Expected value of a die given it is larger than another die I am exploring die problems for interview questions and I am struggling with this question
Given two 20 sided dice X and Y, what is E(X| X>Y)? A simulation and a proof here tells me that it should be 14. But when I try to solve it with law of total expectation, I get something else.
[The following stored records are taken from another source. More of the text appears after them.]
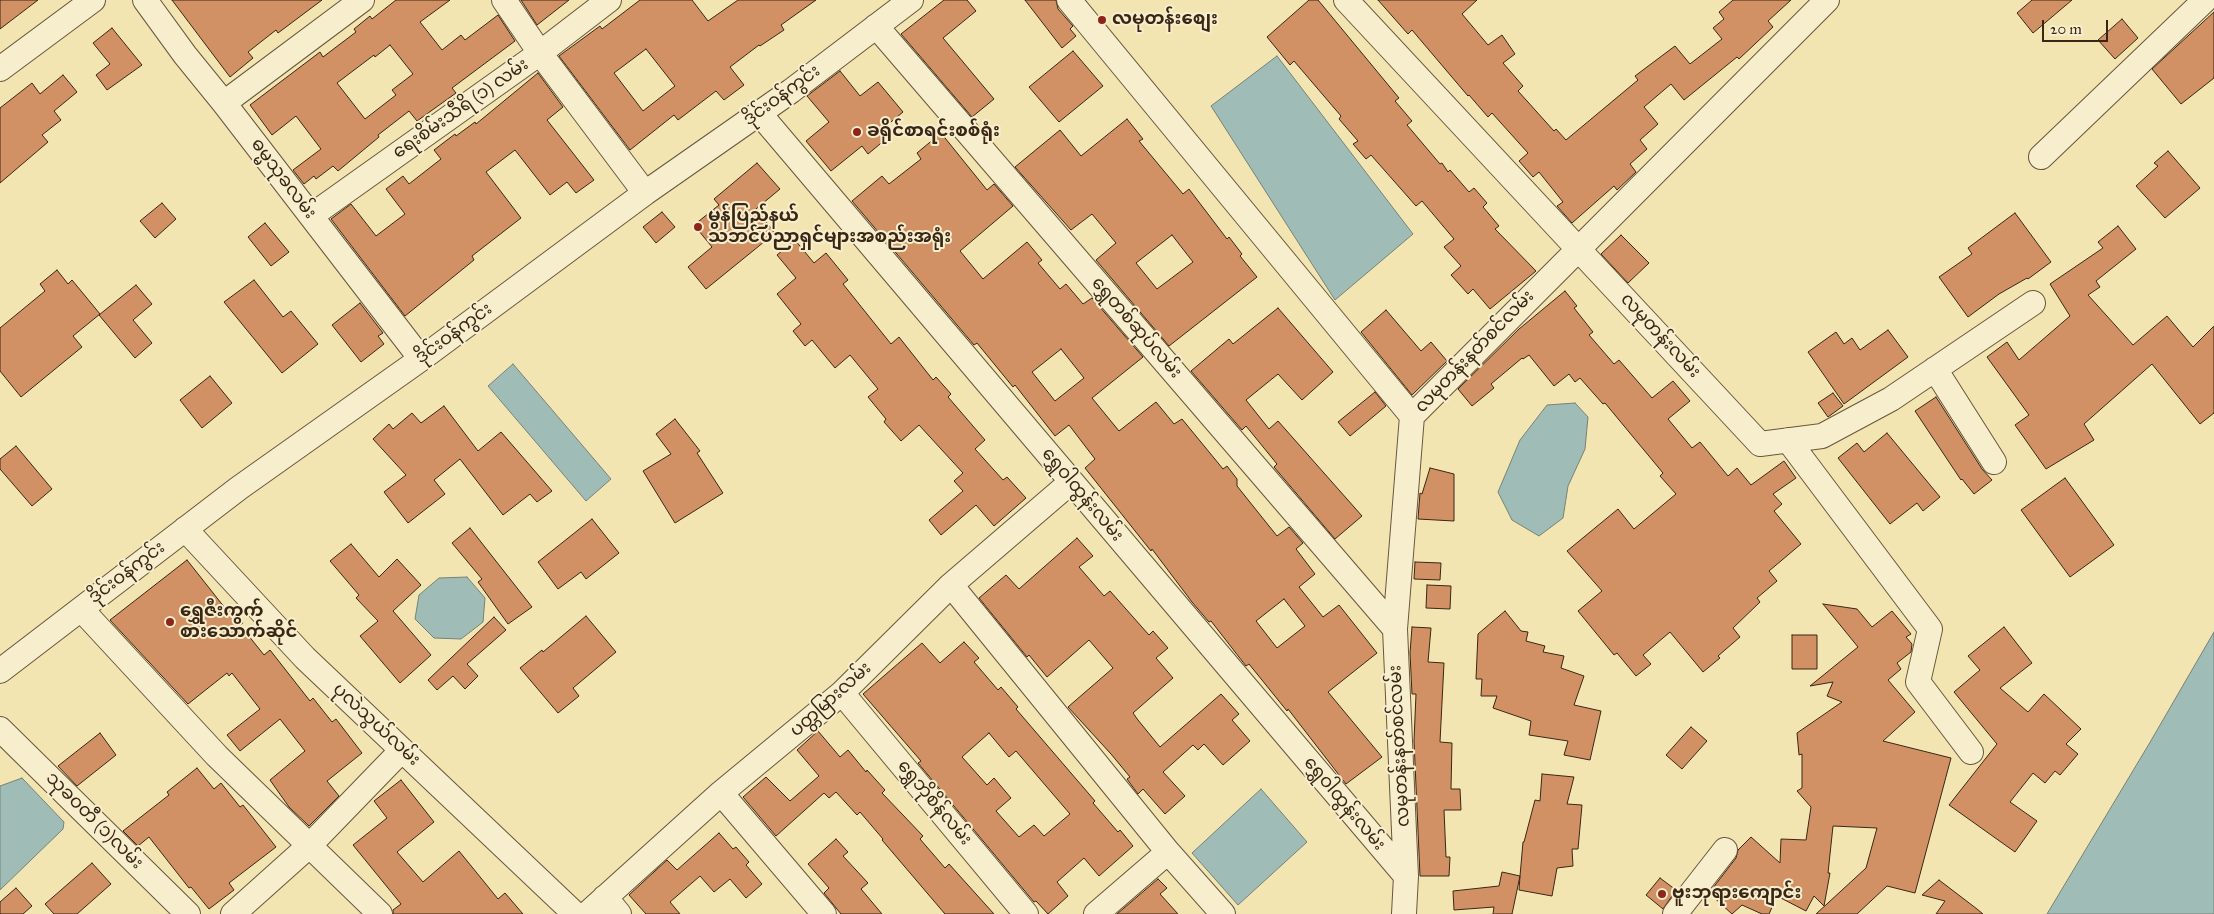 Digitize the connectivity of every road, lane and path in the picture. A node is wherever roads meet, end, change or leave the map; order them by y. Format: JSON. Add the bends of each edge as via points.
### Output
{"nodes":[{"id":1,"x":93,"y":0,"type":"edge"},
{"id":2,"x":145,"y":0,"type":"edge"},
{"id":3,"x":362,"y":0,"type":"edge"},
{"id":4,"x":504,"y":0,"type":"edge"},
{"id":5,"x":609,"y":0,"type":"edge"},
{"id":6,"x":1069,"y":0,"type":"edge"},
{"id":7,"x":1346,"y":0,"type":"edge"},
{"id":8,"x":1827,"y":0,"type":"edge"},
{"id":9,"x":2205,"y":0,"type":"edge"},
{"id":10,"x":908,"y":1,"type":"edge"},
{"id":11,"x":876,"y":26,"type":"junction"},
{"id":12,"x":540,"y":53,"type":"junction"},
{"id":13,"x":0,"y":69,"type":"edge"},
{"id":14,"x":224,"y":103,"type":"junction"},
{"id":15,"x":759,"y":113,"type":"junction"},
{"id":16,"x":2041,"y":157,"type":"dead end"},
{"id":17,"x":645,"y":193,"type":"junction"},
{"id":18,"x":311,"y":216,"type":"junction"},
{"id":19,"x":1578,"y":248,"type":"junction"},
{"id":20,"x":2033,"y":303,"type":"dead end"},
{"id":21,"x":421,"y":359,"type":"junction"},
{"id":22,"x":1935,"y":369,"type":"junction"},
{"id":23,"x":1412,"y":416,"type":"junction"},
{"id":24,"x":1788,"y":440,"type":"junction"},
{"id":25,"x":1994,"y":462,"type":"dead end"},
{"id":26,"x":1071,"y":482,"type":"junction"},
{"id":27,"x":185,"y":529,"type":"junction"},
{"id":28,"x":951,"y":585,"type":"junction"},
{"id":29,"x":81,"y":609,"type":"junction"},
{"id":30,"x":1395,"y":629,"type":"junction"},
{"id":31,"x":0,"y":671,"type":"edge"},
{"id":32,"x":842,"y":693,"type":"junction"},
{"id":33,"x":0,"y":729,"type":"edge"},
{"id":34,"x":402,"y":750,"type":"junction"},
{"id":35,"x":1971,"y":752,"type":"dead end"},
{"id":36,"x":721,"y":793,"type":"junction"},
{"id":37,"x":310,"y":845,"type":"junction"},
{"id":38,"x":1725,"y":850,"type":"dead end"},
{"id":39,"x":1168,"y":852,"type":"junction"},
{"id":40,"x":1406,"y":876,"type":"junction"},
{"id":41,"x":612,"y":906,"type":"edge"},
{"id":42,"x":188,"y":914,"type":"edge"},
{"id":43,"x":233,"y":914,"type":"edge"},
{"id":44,"x":380,"y":914,"type":"edge"},
{"id":45,"x":575,"y":914,"type":"edge"},
{"id":46,"x":588,"y":914,"type":"edge"},
{"id":47,"x":824,"y":914,"type":"edge"},
{"id":48,"x":1026,"y":914,"type":"edge"},
{"id":49,"x":1096,"y":914,"type":"edge"},
{"id":50,"x":1223,"y":914,"type":"edge"},
{"id":51,"x":1404,"y":914,"type":"edge"},
{"id":52,"x":1675,"y":914,"type":"edge"}],
"edges":[{"from":1,"to":13,"type":"street"},
{"from":2,"to":14,"type":"street","name":"ဓမ္မသုခလမ်း"},
{"from":3,"to":14,"type":"street"},
{"from":4,"to":12,"type":"street"},
{"from":5,"to":12,"type":"street","name":"ရေးစိမ်းသီရိ (၁) လမ်း"},
{"from":6,"to":23,"type":"street"},
{"from":7,"to":19,"type":"street","name":"လမုတန်းလမ်း"},
{"from":8,"to":19,"type":"street","name":"လမုတန်းနတ်စင်လမ်း"},
{"from":9,"to":16,"type":"street"},
{"from":10,"to":11,"type":"street","name":"ဒိုင်းဝန်ကွင်း"},
{"from":11,"to":15,"type":"street","name":"ဒိုင်းဝန်ကွင်း"},
{"from":11,"to":30,"type":"street","name":"ရွှေတစ်ဆုပ်လမ်း"},
{"from":12,"to":17,"type":"street"},
{"from":12,"to":18,"type":"street","name":"ရေးစိမ်းသီရိ (၁) လမ်း"},
{"from":14,"to":18,"type":"street","name":"ဓမ္မသုခလမ်း"},
{"from":15,"to":17,"type":"street","name":"ဒိုင်းဝန်ကွင်း"},
{"from":15,"to":26,"type":"street","name":"ရွှေဝါထွန်းလမ်း"},
{"from":17,"to":21,"type":"street","name":"ဒိုင်းဝန်ကွင်း"},
{"from":18,"to":21,"type":"street","name":"ဓမ္မသုခလမ်း"},
{"from":19,"to":23,"type":"street","name":"လမုတန်းနတ်စင်လမ်း"},
{"from":19,"to":24,"type":"street","name":"လမုတန်းလမ်း","via":[[1760,444]]},
{"from":20,"to":22,"type":"street","name":"လမုတန်းလမ်း"},
{"from":21,"to":27,"type":"street","name":"ဒိုင်းဝန်ကွင်း"},
{"from":22,"to":24,"type":"street","name":"လမုတန်းလမ်း","via":[[1891,399],[1822,436]]},
{"from":22,"to":25,"type":"street"},
{"from":23,"to":30,"type":"street","name":"လမုတန်းနတ်စင်လမ်း"},
{"from":24,"to":35,"type":"street","via":[[1930,629],[1918,682]]},
{"from":26,"to":28,"type":"street","name":"ပတ္တမြားလမ်း"},
{"from":26,"to":40,"type":"street","name":"ရွှေဝါထွန်းလမ်း"},
{"from":27,"to":29,"type":"street","name":"ဒိုင်းဝန်ကွင်း"},
{"from":27,"to":34,"type":"street","name":"ပုလဲသွယ်လမ်း","via":[[305,658]]},
{"from":28,"to":32,"type":"street","name":"ပတ္တမြားလမ်း"},
{"from":28,"to":39,"type":"street"},
{"from":29,"to":31,"type":"street","name":"ဒိုင်းဝန်ကွင်း"},
{"from":29,"to":37,"type":"street","via":[[217,756]]},
{"from":30,"to":40,"type":"street","name":"လမုတန်းနတ်စင်လမ်း"},
{"from":32,"to":36,"type":"street","name":"ပတ္တမြားလမ်း"},
{"from":32,"to":48,"type":"street","name":"ရွှေဘိုစိန်လမ်း"},
{"from":33,"to":42,"type":"street","name":"သုခဝတီ (၁)လမ်း"},
{"from":34,"to":37,"type":"street"},
{"from":34,"to":45,"type":"street","name":"ပုလဲသွယ်လမ်း"},
{"from":36,"to":41,"type":"street","name":"ပတ္တမြားလမ်း"},
{"from":36,"to":47,"type":"street"},
{"from":37,"to":43,"type":"street"},
{"from":37,"to":44,"type":"street"},
{"from":38,"to":52,"type":"street"},
{"from":39,"to":49,"type":"street"},
{"from":39,"to":50,"type":"street"},
{"from":40,"to":51,"type":"street","name":"လမုတန်းနတ်စင်လမ်း"},
{"from":41,"to":46,"type":"street","name":"ပတ္တမြားလမ်း"}]} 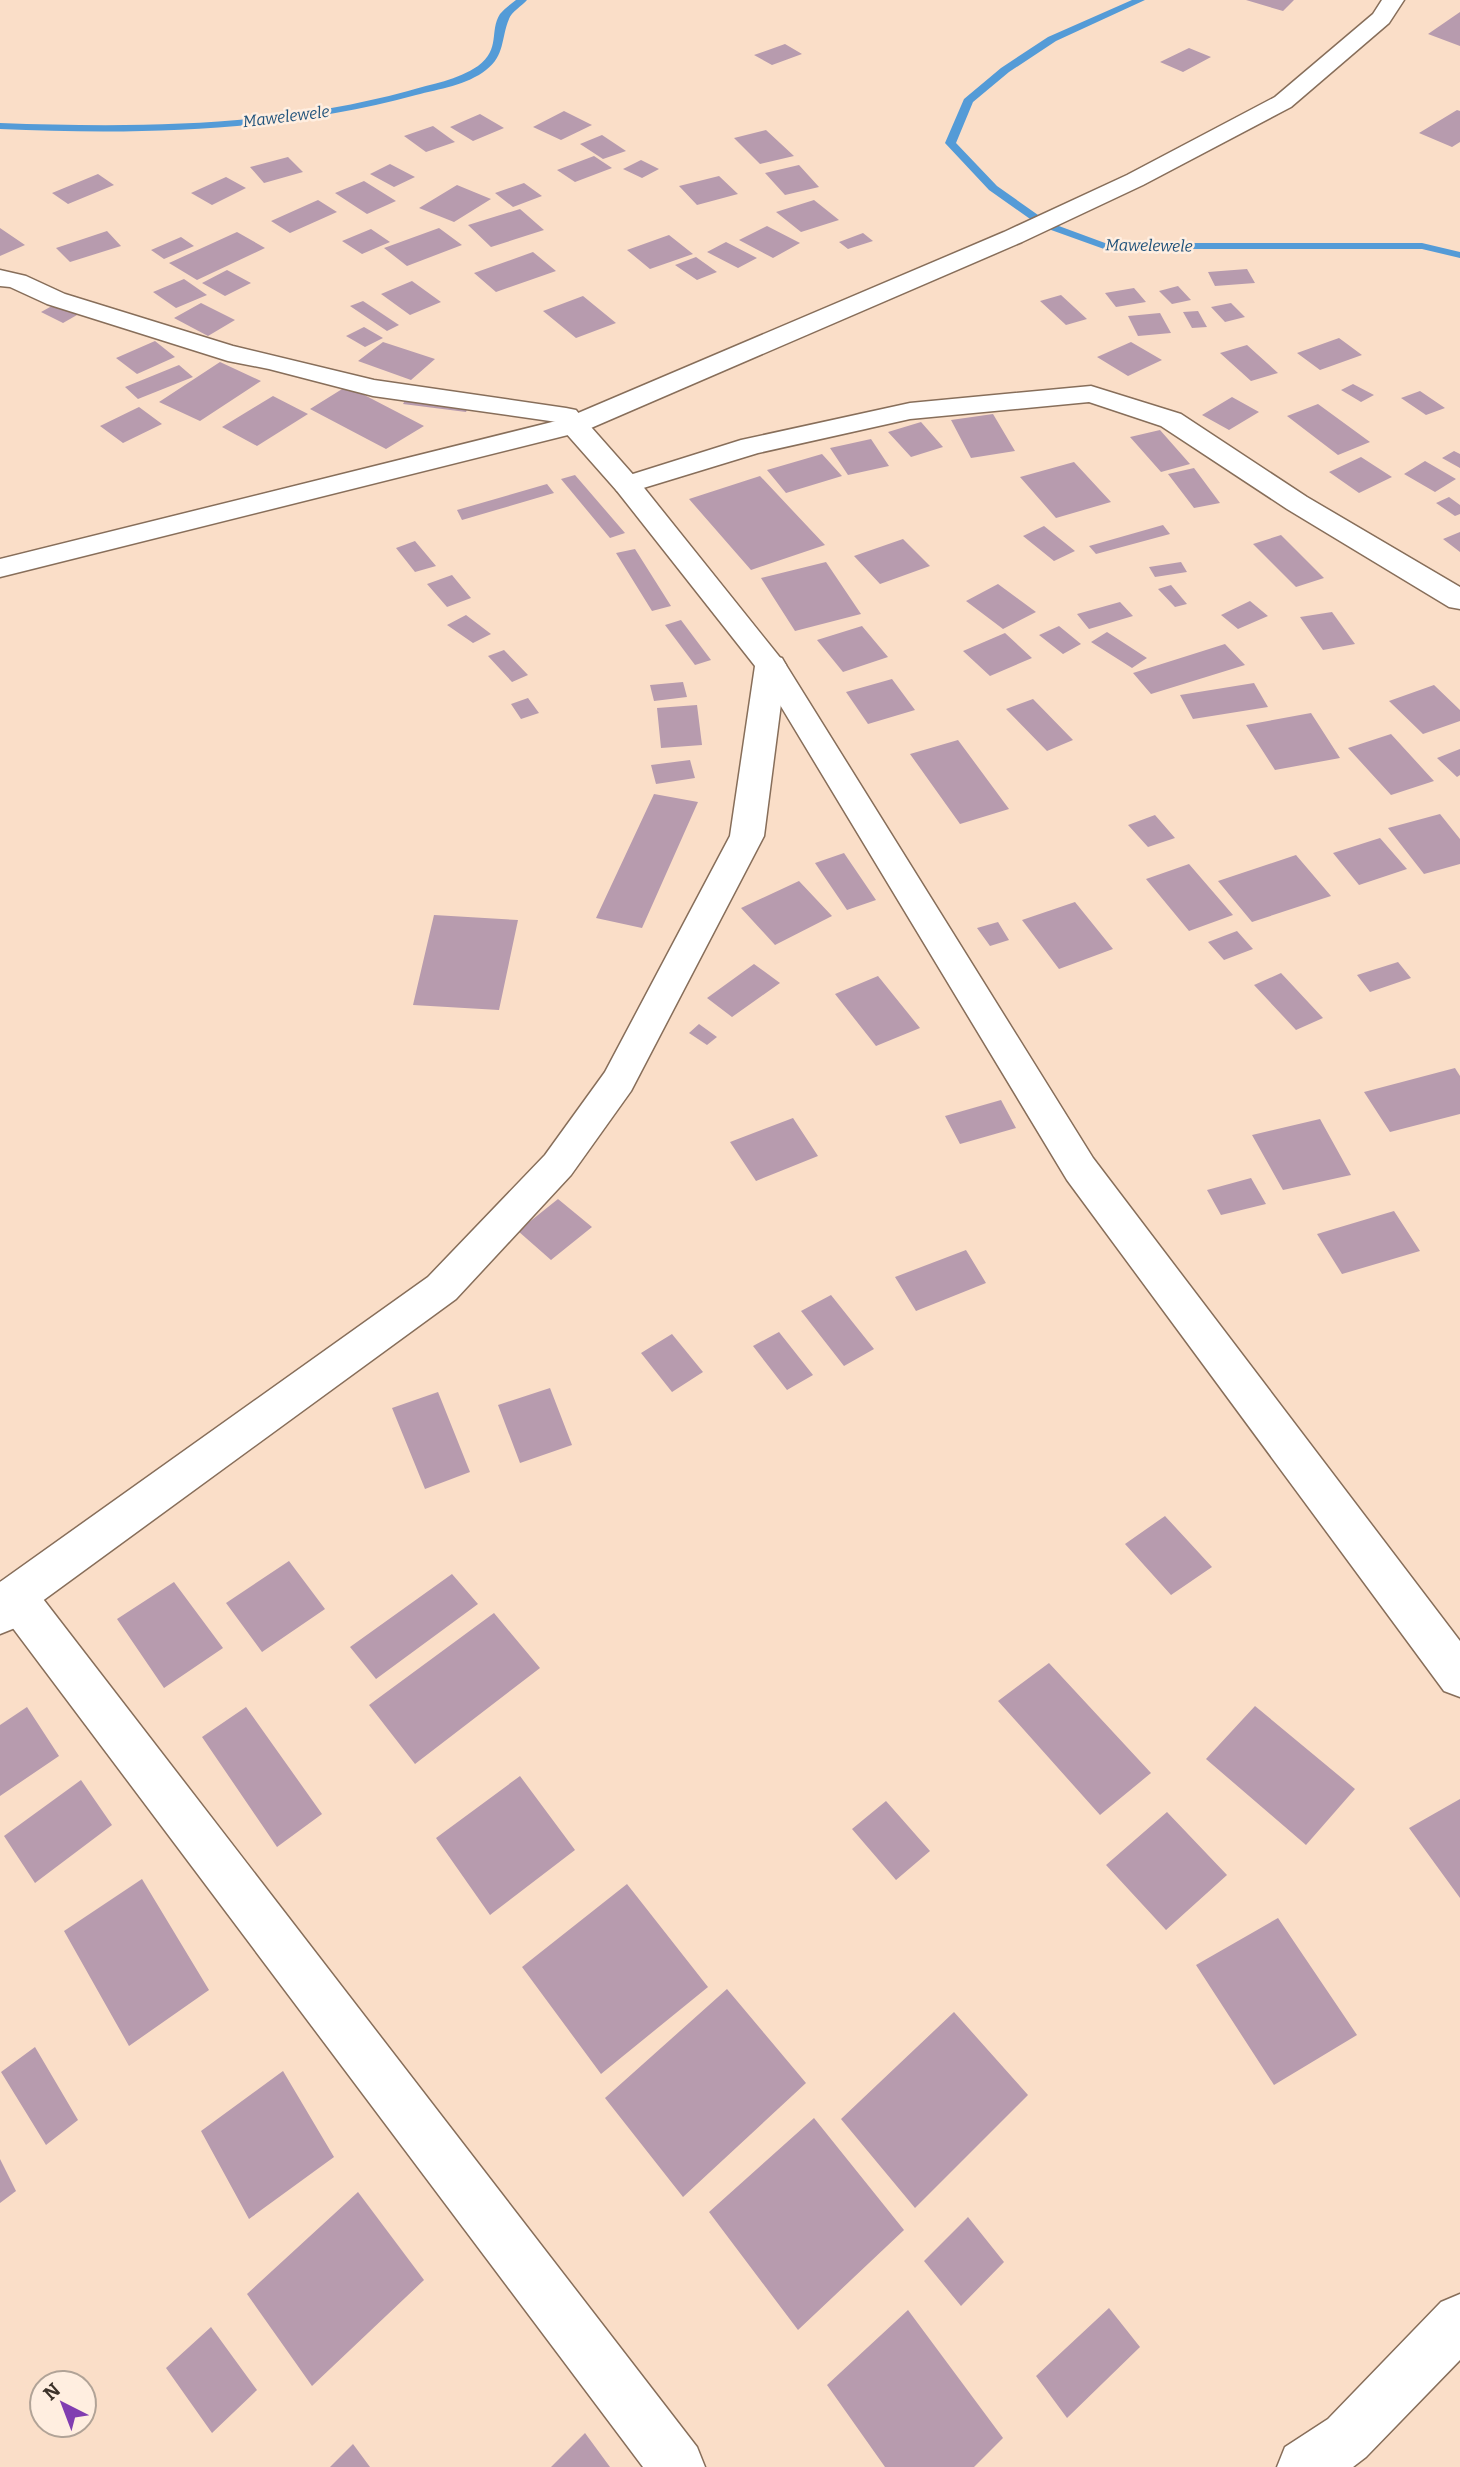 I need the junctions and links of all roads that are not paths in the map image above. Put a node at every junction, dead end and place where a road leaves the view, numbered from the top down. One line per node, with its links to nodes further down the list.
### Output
1 (1393, 0): 3 (street)
2 (0, 278): 3 (street)
3 (574, 425): 4 (street); 5 (street)
4 (627, 485): 6 (street); 7 (street)
5 (0, 568)
6 (1460, 600)
7 (771, 665): 8 (street); 9 (street)
8 (8, 1605): 11 (street)
9 (1460, 1676)
10 (1460, 2320): 12 (street)
11 (677, 2467)
12 (1305, 2467)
Please tell me what I am doing wrong.
\begin{align*}
E(X | X>Y) & = \sum_{y=1}^{20} E(X|X>Y, Y=y) P(Y=y) \\
& = \sum_{y=1}^{20} E(X|X>y) \frac{1}{20} \\
&\text{There is no value > 20 so truncate the sum} \\
& = \sum_{y=1}^{19} E(X|X>y) \frac{1}{20} \\
&\text{The expectation of X is the average between y+1 and 20} \\
&= \frac{1}{20} \sum_{y=1}^{19} \frac{y+1+20}{2} \\
&= \frac{19*31}{40}
\end{align*}
Please help it is driving me insane!
 A: You have that
$$
\mathrm{E}[X|X>Y]=\frac{\mathrm{E}[X\mathbf{1}_{\{X>Y\}}]}{\Pr [X>Y]}=\frac{\int_{\Omega }X\mathbf{1}_{\{X>Y\}}dP}{\int_{\Omega }\mathbf{1}_{\{X>Y\}}dP}=\frac{\int_{\{(s,t):s>t\}}sF_{X,Y}(d(s,t))}{\int_{\{(s,t):s>t\}}F_{X,Y}(d(s,t))}\tag1
$$
where $F_{X,Y}$ is the joint distribution of $X$ and $Y$. As $X$ and $Y$ represent dice we can assume that $X$ and $Y$ are independent, therefore $F_{X,Y}=F_X\cdot F_Y$, and as $X$ and $Y$ are discrete random variables with support in $C:=\{1,2,\ldots ,20\}$ we can write
$$
F_{X,Y}(d(s,t))=F_X(ds)\otimes F_Y(dt)=(p_X(s)\delta s)\otimes (p_Y(t)\delta t)\\
=p_X(s)p_Y(t) \delta s\otimes \delta t=\frac1{20}\mathbf{1}_{C}(s)\frac1{20}\mathbf{1}_{C}(t)\delta s\otimes \delta t\tag2
$$
where $\delta s\otimes \delta t$ is the counting measure in $\mathbb{Z}^2$ and $p_Z=\frac1{20}\mathbf{1}_{C}$ is the probability mass function of a fair dice $Z$ of twenty sides. Then from all of the above we can simplify the notation using sums, giving
$$
\mathrm{E}[X|X>Y]=\frac{\sum_{(s,t)\in I}s}{\sum_{(s,t)\in I}1}\tag3
$$
for $I:=\{(s,t)\in C^2: s>t\}$. Now the difficult part is write $\sum_{(s,t)\in I}=\sum_{s\in I_1}\sum_{t\in I_2}$ for two sets $I_1,I_2 \subset  \mathbb{Z}$. However, its easy to see that fixing a value for $s$ then the range of $t$ is $\{1,\ldots ,s-1\}$, as it must be the case that $t\in C$ and $t<s$, thus we find that $I_1=C$ and $I_2=\{1,\ldots ,s-1\}$, where we assume that $I_2=\emptyset $ if $s-1\leqslant 0$. Then
$$
\sum_{(s,t)\in I}s=\sum_{s=1}^{20}s\sum_{t=1}^{s-1}1=\sum_{s=2}^{20}s(s-1)=\frac{s^{\underline{3}}}{3}\bigg|_2^{21}=\frac{21^{\underline{3}}}3\\
\sum_{(s,t)\in I}1=\sum_{s=2}^{20}(s-1)=\sum_{s=1}^{19}s=\frac{s^{\underline{2}}}{2}\bigg|_1^{20}=\frac{20^{\underline{2}}}{2}\\
\therefore\quad \mathrm{E}[X|X>Y]=\frac{2}{3}21=14
$$
where the notation $a^{\underline{k}}$, for some $k\in \mathbb{Z}$, represents a falling factorial.